Joe Marshall is a Senior Principal Systems Engineer in embedded aerospace processor systems at BAE Systems in Manassas, Virginia. He has developed and / or led development of hardware, software and subsystems at GTE, IBM, Loral, Lockheed Martin and BAE Systems with the last 17 years focused on Spacecraft Processing Systems and their applications. Joe is lead architect for BAE Systems reconfigurable processing architecture and products.
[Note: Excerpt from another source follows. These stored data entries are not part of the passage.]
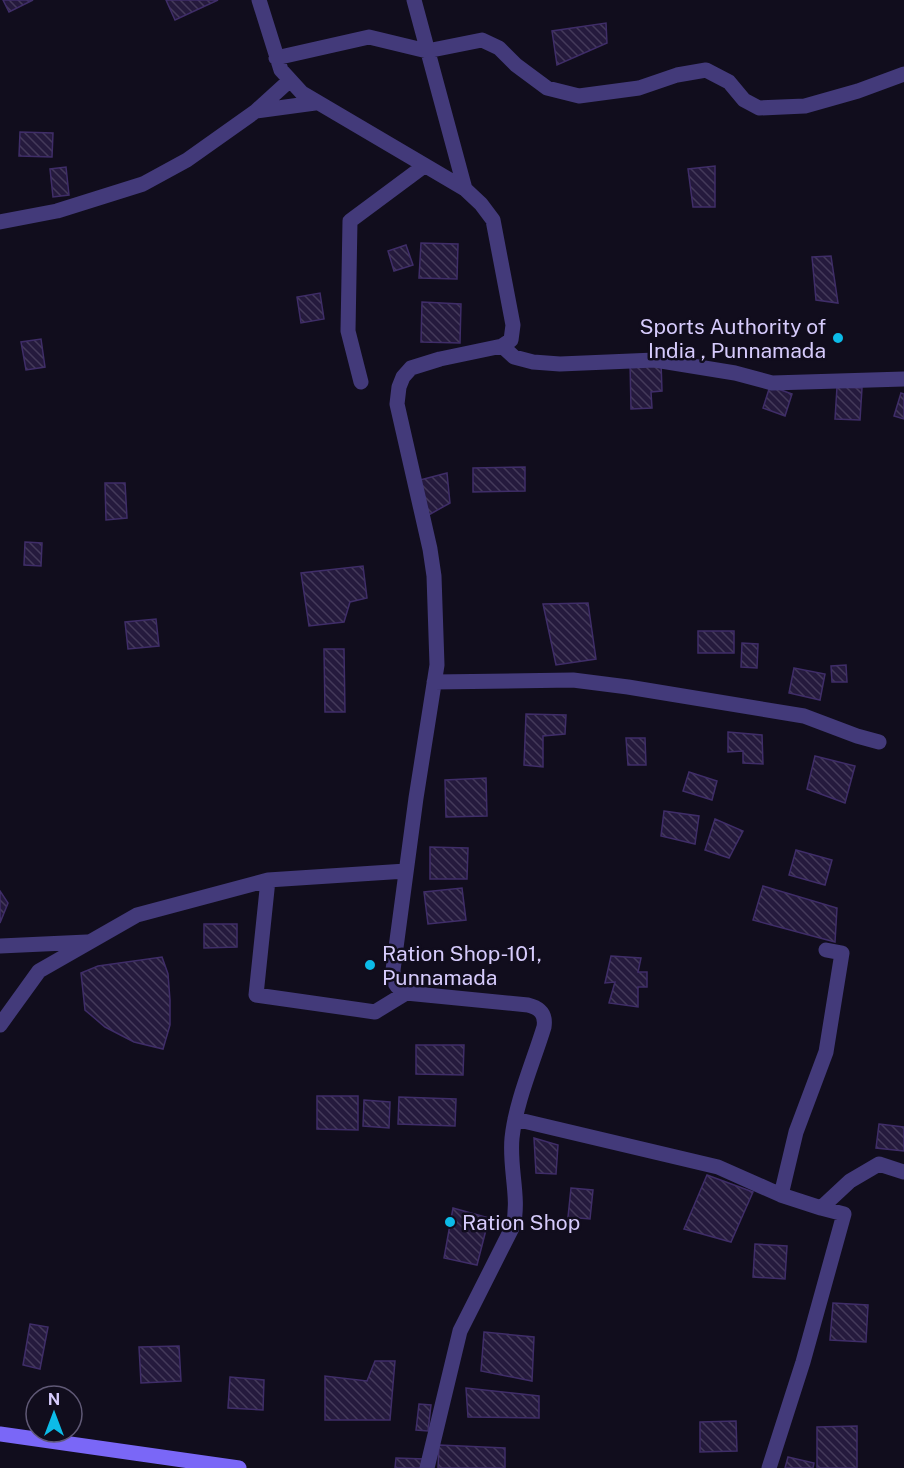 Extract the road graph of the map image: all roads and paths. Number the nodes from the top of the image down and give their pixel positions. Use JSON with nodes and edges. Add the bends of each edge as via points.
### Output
{"nodes":[{"id":1,"x":259,"y":0,"type":"edge"},
{"id":2,"x":414,"y":0,"type":"edge"},
{"id":3,"x":427,"y":51,"type":"junction"},
{"id":4,"x":276,"y":58,"type":"junction"},
{"id":5,"x":904,"y":74,"type":"edge"},
{"id":6,"x":289,"y":81,"type":"junction"},
{"id":7,"x":315,"y":103,"type":"junction"},
{"id":8,"x":256,"y":111,"type":"junction"},
{"id":9,"x":424,"y":166,"type":"junction"},
{"id":10,"x":465,"y":189,"type":"junction"},
{"id":11,"x":0,"y":222,"type":"edge"},
{"id":12,"x":502,"y":346,"type":"junction"},
{"id":13,"x":904,"y":379,"type":"edge"},
{"id":14,"x":361,"y":382,"type":"dead end"},
{"id":15,"x":434,"y":682,"type":"junction"},
{"id":16,"x":879,"y":742,"type":"dead end"},
{"id":17,"x":406,"y":871,"type":"junction"},
{"id":18,"x":268,"y":880,"type":"junction"},
{"id":19,"x":91,"y":942,"type":"junction"},
{"id":20,"x":0,"y":946,"type":"edge"},
{"id":21,"x":826,"y":950,"type":"dead end"},
{"id":22,"x":406,"y":993,"type":"junction"},
{"id":23,"x":0,"y":1025,"type":"edge"},
{"id":24,"x":515,"y":1119,"type":"junction"},
{"id":25,"x":904,"y":1172,"type":"edge"},
{"id":26,"x":781,"y":1195,"type":"junction"},
{"id":27,"x":821,"y":1208,"type":"junction"},
{"id":28,"x":0,"y":1434,"type":"edge"},
{"id":29,"x":239,"y":1468,"type":"edge"},
{"id":30,"x":427,"y":1468,"type":"edge"},
{"id":31,"x":769,"y":1468,"type":"edge"}],
"edges":[{"from":1,"to":4,"type":"street"},
{"from":2,"to":3,"type":"street"},
{"from":3,"to":4,"type":"street","via":[[369,37]]},
{"from":3,"to":5,"type":"street","via":[[482,40],[499,48],[547,88],[579,96],[639,88],[706,70],[729,82],[744,100],[759,108],[805,106]]},
{"from":3,"to":10,"type":"street"},
{"from":4,"to":6,"type":"street"},
{"from":6,"to":7,"type":"street"},
{"from":6,"to":8,"type":"street"},
{"from":7,"to":8,"type":"street"},
{"from":7,"to":9,"type":"street"},
{"from":8,"to":11,"type":"street","via":[[187,160],[143,184],[57,211]]},
{"from":9,"to":10,"type":"street"},
{"from":9,"to":14,"type":"street","via":[[350,221],[348,331]]},
{"from":10,"to":12,"type":"street","via":[[493,220],[497,235],[513,325],[511,340]]},
{"from":12,"to":13,"type":"street","via":[[514,357],[533,362],[655,360],[772,382]]},
{"from":12,"to":15,"type":"street","via":[[411,368],[399,387],[396,404],[434,576]]},
{"from":15,"to":16,"type":"street","via":[[573,680],[628,687],[804,716]]},
{"from":15,"to":17,"type":"street"},
{"from":17,"to":18,"type":"street"},
{"from":17,"to":22,"type":"street","via":[[393,970],[397,988]]},
{"from":18,"to":19,"type":"street","via":[[137,915]]},
{"from":18,"to":22,"type":"street","via":[[256,995],[375,1012]]},
{"from":19,"to":20,"type":"street"},
{"from":19,"to":23,"type":"street","via":[[39,971]]},
{"from":21,"to":26,"type":"street","via":[[843,953],[833,1016],[826,1052],[796,1132]]},
{"from":22,"to":24,"type":"street","via":[[528,1005],[543,1013],[544,1027]]},
{"from":24,"to":26,"type":"street","via":[[718,1167]]},
{"from":24,"to":30,"type":"street","via":[[511,1157],[516,1214],[513,1226],[460,1331]]},
{"from":25,"to":27,"type":"street","via":[[879,1164],[850,1181]]},
{"from":26,"to":27,"type":"street"},
{"from":27,"to":31,"type":"street","via":[[844,1214]]},
{"from":28,"to":29,"type":"main road"}]} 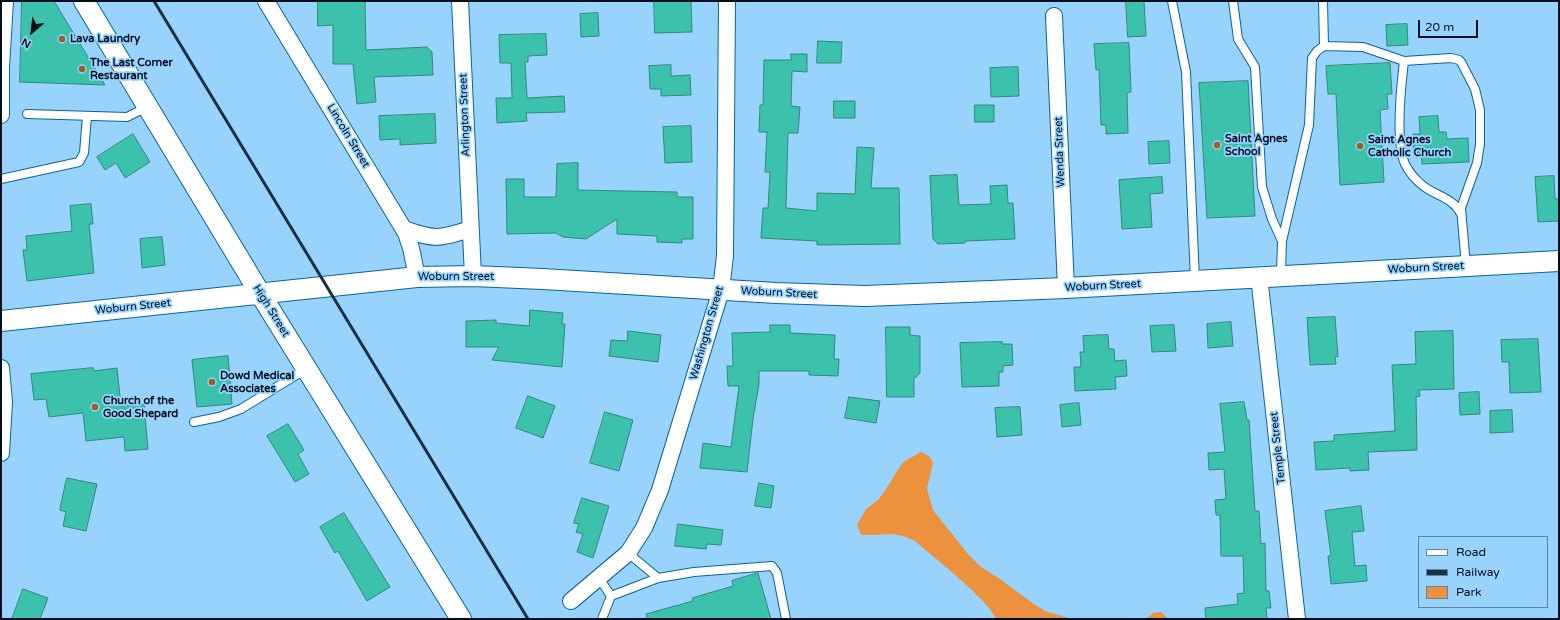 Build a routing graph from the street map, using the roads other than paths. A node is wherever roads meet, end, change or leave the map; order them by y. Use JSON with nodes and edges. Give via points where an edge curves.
{"nodes":[{"id":1,"x":5,"y":1,"type":"edge"},
{"id":2,"x":84,"y":1,"type":"edge"},
{"id":3,"x":266,"y":1,"type":"edge"},
{"id":4,"x":460,"y":1,"type":"edge"},
{"id":5,"x":727,"y":1,"type":"edge"},
{"id":6,"x":1172,"y":1,"type":"edge"},
{"id":7,"x":1233,"y":1,"type":"edge"},
{"id":8,"x":1323,"y":1,"type":"edge"},
{"id":9,"x":1054,"y":16,"type":"dead end"},
{"id":10,"x":1324,"y":46,"type":"junction"},
{"id":11,"x":1404,"y":61,"type":"junction"},
{"id":12,"x":1,"y":75,"type":"edge"},
{"id":13,"x":147,"y":107,"type":"junction"},
{"id":14,"x":27,"y":114,"type":"dead end"},
{"id":15,"x":1,"y":115,"type":"edge"},
{"id":16,"x":87,"y":116,"type":"junction"},
{"id":17,"x":1,"y":180,"type":"edge"},
{"id":18,"x":1461,"y":214,"type":"junction"},
{"id":19,"x":404,"y":229,"type":"junction"},
{"id":20,"x":470,"y":229,"type":"junction"},
{"id":21,"x":1282,"y":241,"type":"junction"},
{"id":22,"x":1559,"y":261,"type":"edge"},
{"id":23,"x":1466,"y":266,"type":"junction"},
{"id":24,"x":1281,"y":275,"type":"junction"},
{"id":25,"x":473,"y":276,"type":"junction"},
{"id":26,"x":1259,"y":276,"type":"junction"},
{"id":27,"x":417,"y":277,"type":"junction"},
{"id":28,"x":1195,"y":280,"type":"junction"},
{"id":29,"x":1066,"y":288,"type":"junction"},
{"id":30,"x":721,"y":290,"type":"junction"},
{"id":31,"x":261,"y":295,"type":"junction"},
{"id":32,"x":1,"y":320,"type":"edge"},
{"id":33,"x":1,"y":368,"type":"edge"},
{"id":34,"x":306,"y":369,"type":"junction"},
{"id":35,"x":194,"y":422,"type":"dead end"},
{"id":36,"x":1,"y":454,"type":"edge"},
{"id":37,"x":628,"y":553,"type":"junction"},
{"id":38,"x":599,"y":578,"type":"junction"},
{"id":39,"x":658,"y":578,"type":"junction"},
{"id":40,"x":611,"y":596,"type":"junction"},
{"id":41,"x":571,"y":601,"type":"dead end"},
{"id":42,"x":461,"y":619,"type":"edge"},
{"id":43,"x":602,"y":619,"type":"edge"},
{"id":44,"x":786,"y":619,"type":"edge"},
{"id":45,"x":1297,"y":619,"type":"edge"}],
"edges":[{"from":1,"to":12,"type":"street"},
{"from":2,"to":13,"type":"street","name":"High Street"},
{"from":3,"to":19,"type":"street","name":"Lincoln Street"},
{"from":4,"to":20,"type":"street","name":"Arlington Street"},
{"from":5,"to":30,"type":"street","name":"Washington Street","via":[[725,256]]},
{"from":6,"to":28,"type":"lane","via":[[1186,72]]},
{"from":7,"to":21,"type":"lane","via":[[1238,39],[1255,67],[1262,187]]},
{"from":8,"to":10,"type":"lane"},
{"from":9,"to":29,"type":"street","name":"Wenda Street"},
{"from":10,"to":11,"type":"lane","via":[[1363,47]]},
{"from":10,"to":21,"type":"lane","via":[[1312,58],[1309,125]]},
{"from":11,"to":18,"type":"lane","via":[[1400,108],[1401,144],[1406,165],[1423,186],[1452,202]]},
{"from":11,"to":18,"type":"lane","via":[[1459,60],[1475,89],[1480,110],[1479,154],[1462,203]]},
{"from":12,"to":15,"type":"street"},
{"from":13,"to":16,"type":"lane","via":[[127,117]]},
{"from":13,"to":31,"type":"street","name":"High Street"},
{"from":14,"to":16,"type":"lane"},
{"from":16,"to":17,"type":"lane","via":[[84,153],[79,162]]},
{"from":18,"to":23,"type":"lane"},
{"from":19,"to":20,"type":"street","via":[[440,238]]},
{"from":19,"to":27,"type":"street","name":"Lincoln Street","via":[[410,242]]},
{"from":20,"to":25,"type":"street","name":"Arlington Street"},
{"from":21,"to":24,"type":"lane"},
{"from":22,"to":23,"type":"street","name":"Woburn Street"},
{"from":23,"to":24,"type":"street","name":"Woburn Street"},
{"from":24,"to":26,"type":"street","name":"Woburn Street"},
{"from":25,"to":27,"type":"street","name":"Woburn Street"},
{"from":25,"to":30,"type":"street","name":"Woburn Street"},
{"from":26,"to":28,"type":"street","name":"Woburn Street"},
{"from":26,"to":45,"type":"street","name":"Temple Street"},
{"from":27,"to":31,"type":"street","name":"Woburn Street"},
{"from":28,"to":29,"type":"street","name":"Woburn Street"},
{"from":29,"to":30,"type":"street","name":"Woburn Street","via":[[865,296]]},
{"from":30,"to":37,"type":"street","name":"Washington Street","via":[[660,490],[644,528]]},
{"from":31,"to":32,"type":"street","name":"Woburn Street"},
{"from":31,"to":34,"type":"street","name":"High Street"},
{"from":33,"to":36,"type":"street","via":[[4,402]]},
{"from":34,"to":35,"type":"lane","via":[[241,409]]},
{"from":34,"to":42,"type":"street","name":"High Street"},
{"from":37,"to":38,"type":"street","name":"Washington Street"},
{"from":37,"to":39,"type":"lane"},
{"from":38,"to":40,"type":"lane"},
{"from":38,"to":41,"type":"street","name":"Washington Street"},
{"from":39,"to":40,"type":"lane"},
{"from":39,"to":44,"type":"lane","via":[[694,572],[772,566],[777,573]]},
{"from":40,"to":43,"type":"lane"}]}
He was chair of the AIAA Computer Systems Technical Committee from 2001 to 2005 and specializes in dependable systems, reconfigurable systems, processor architectures, interconnects and systems engineering. Joe has a BSEE and MSEE from Purdue University and has been certified twice as a System Architect by Lockheed Martin.
Jeff Robertson is a Senior Principal Systems Engineer at BAE Systems in Manssass Va. He has over 23 years of experience in embedded systems for both space and terrestrial systems. Currently he is the principal investigator for BAE SYSTEMS Power Aware Computing and Communications (PAC/C) Awareness and Management of Power for Space (AMPS) project. AMPS is sponsored by DARPA and is performing research in adaptive power for space based applications. He received his BS in Computer Science from the University of Dayton.